Assignment:
Take each line below that has "junction" and copy it.

Information shown:

──────────────────────────────

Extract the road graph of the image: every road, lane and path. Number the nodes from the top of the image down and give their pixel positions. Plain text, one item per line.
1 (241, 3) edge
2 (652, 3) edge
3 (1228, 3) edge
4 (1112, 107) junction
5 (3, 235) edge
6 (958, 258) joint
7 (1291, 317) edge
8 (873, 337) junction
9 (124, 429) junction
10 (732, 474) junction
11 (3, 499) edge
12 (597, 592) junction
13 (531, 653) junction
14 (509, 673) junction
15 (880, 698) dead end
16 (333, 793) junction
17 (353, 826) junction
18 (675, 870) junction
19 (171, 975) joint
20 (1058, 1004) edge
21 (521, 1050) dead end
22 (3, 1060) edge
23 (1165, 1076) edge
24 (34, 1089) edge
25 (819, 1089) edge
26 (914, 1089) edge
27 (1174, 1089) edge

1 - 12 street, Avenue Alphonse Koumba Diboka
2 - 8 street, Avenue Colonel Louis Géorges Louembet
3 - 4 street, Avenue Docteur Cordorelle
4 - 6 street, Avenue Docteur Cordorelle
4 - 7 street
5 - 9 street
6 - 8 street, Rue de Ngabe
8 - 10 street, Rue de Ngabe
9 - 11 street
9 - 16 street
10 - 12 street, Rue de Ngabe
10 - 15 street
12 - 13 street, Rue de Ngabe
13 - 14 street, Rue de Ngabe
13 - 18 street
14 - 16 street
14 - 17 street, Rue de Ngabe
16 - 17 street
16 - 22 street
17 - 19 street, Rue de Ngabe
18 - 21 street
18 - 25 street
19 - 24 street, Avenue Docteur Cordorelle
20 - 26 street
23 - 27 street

──────────────────────────────

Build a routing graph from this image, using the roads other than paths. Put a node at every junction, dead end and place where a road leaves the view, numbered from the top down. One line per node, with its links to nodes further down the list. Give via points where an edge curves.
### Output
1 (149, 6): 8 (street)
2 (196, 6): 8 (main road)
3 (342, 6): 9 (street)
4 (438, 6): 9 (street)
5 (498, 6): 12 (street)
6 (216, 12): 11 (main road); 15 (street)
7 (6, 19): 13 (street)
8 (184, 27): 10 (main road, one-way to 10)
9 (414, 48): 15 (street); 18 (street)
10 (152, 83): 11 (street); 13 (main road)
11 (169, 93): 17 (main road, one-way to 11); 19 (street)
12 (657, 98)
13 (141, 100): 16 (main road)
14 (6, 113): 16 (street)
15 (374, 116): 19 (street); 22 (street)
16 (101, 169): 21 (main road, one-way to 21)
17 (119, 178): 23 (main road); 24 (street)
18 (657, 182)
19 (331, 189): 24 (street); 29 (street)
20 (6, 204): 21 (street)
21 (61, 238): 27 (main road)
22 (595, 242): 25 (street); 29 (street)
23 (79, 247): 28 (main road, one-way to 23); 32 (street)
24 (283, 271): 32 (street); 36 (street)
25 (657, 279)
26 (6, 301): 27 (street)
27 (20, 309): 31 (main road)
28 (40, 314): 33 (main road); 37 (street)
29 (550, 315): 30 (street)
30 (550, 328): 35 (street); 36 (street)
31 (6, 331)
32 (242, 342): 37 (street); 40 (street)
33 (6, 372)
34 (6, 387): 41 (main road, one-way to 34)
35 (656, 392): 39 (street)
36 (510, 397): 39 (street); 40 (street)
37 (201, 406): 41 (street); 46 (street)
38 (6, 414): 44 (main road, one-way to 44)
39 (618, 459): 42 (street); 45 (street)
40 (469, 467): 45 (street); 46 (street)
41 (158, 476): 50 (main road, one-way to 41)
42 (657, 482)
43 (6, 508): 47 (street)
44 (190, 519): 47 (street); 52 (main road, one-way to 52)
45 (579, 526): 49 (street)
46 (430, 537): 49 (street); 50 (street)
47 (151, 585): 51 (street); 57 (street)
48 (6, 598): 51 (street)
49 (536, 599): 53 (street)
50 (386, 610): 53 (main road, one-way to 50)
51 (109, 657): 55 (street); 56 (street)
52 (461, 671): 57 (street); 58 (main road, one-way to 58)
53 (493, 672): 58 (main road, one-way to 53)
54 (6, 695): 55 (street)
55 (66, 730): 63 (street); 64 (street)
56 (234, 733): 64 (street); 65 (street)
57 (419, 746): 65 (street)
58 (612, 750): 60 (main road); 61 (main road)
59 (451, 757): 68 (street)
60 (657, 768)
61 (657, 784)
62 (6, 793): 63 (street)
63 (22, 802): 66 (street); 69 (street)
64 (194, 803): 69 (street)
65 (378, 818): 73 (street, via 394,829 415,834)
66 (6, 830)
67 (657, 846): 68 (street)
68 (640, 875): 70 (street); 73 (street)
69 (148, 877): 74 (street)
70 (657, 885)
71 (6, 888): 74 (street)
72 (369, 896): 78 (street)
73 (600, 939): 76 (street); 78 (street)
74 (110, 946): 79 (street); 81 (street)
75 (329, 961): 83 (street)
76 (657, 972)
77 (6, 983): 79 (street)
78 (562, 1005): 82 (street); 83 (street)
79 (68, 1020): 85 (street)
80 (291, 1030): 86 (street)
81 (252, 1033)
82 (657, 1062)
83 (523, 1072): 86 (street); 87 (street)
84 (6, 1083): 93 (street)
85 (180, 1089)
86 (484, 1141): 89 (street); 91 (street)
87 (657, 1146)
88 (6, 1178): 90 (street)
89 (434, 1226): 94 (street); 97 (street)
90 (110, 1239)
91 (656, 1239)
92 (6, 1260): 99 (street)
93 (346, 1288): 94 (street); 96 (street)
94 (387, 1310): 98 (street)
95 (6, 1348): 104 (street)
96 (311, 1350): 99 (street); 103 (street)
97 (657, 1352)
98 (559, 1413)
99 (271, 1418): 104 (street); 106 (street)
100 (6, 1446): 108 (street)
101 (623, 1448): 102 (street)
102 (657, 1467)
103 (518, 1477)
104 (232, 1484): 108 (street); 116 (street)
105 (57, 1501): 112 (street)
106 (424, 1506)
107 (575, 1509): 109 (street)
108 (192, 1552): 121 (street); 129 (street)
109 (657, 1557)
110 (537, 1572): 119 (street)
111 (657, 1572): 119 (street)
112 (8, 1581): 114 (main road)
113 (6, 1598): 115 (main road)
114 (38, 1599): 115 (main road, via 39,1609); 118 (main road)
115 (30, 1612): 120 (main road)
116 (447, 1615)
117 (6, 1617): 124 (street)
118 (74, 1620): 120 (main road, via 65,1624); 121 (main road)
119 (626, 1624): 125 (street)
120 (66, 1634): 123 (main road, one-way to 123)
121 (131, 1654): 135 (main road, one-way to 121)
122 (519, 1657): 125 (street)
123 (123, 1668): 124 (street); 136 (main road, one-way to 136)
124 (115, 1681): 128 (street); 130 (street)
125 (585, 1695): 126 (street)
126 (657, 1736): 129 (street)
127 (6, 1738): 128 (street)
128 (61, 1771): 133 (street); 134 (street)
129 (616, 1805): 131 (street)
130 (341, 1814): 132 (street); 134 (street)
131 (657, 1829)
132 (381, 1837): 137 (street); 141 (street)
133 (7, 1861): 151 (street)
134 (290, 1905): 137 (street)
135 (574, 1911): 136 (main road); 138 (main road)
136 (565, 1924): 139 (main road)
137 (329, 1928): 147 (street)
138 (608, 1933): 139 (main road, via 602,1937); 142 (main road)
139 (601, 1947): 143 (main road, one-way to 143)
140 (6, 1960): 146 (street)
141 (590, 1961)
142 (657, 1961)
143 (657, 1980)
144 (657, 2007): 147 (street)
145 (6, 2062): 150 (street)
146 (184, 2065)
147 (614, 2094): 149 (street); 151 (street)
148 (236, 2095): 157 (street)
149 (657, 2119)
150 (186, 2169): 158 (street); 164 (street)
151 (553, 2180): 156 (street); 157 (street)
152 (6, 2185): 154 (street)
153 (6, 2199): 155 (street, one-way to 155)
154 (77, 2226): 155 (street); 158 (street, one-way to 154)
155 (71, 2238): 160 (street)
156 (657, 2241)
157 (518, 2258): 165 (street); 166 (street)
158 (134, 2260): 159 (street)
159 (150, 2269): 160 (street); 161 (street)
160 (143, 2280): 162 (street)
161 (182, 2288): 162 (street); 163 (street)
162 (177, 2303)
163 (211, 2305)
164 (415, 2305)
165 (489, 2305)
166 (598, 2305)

──────────────────────────────

Answer to this task:
4 (1112, 107) junction
8 (873, 337) junction
9 (124, 429) junction
10 (732, 474) junction
12 (597, 592) junction
13 (531, 653) junction
14 (509, 673) junction
16 (333, 793) junction
17 (353, 826) junction
18 (675, 870) junction
Build a routing graph from this image, using the roads other than paths. Put a node at every junction, dead end and place where a road leaves the view, numbered from the top down. One line per node, with its links to nodes further down the list. Give via points where an edge curves.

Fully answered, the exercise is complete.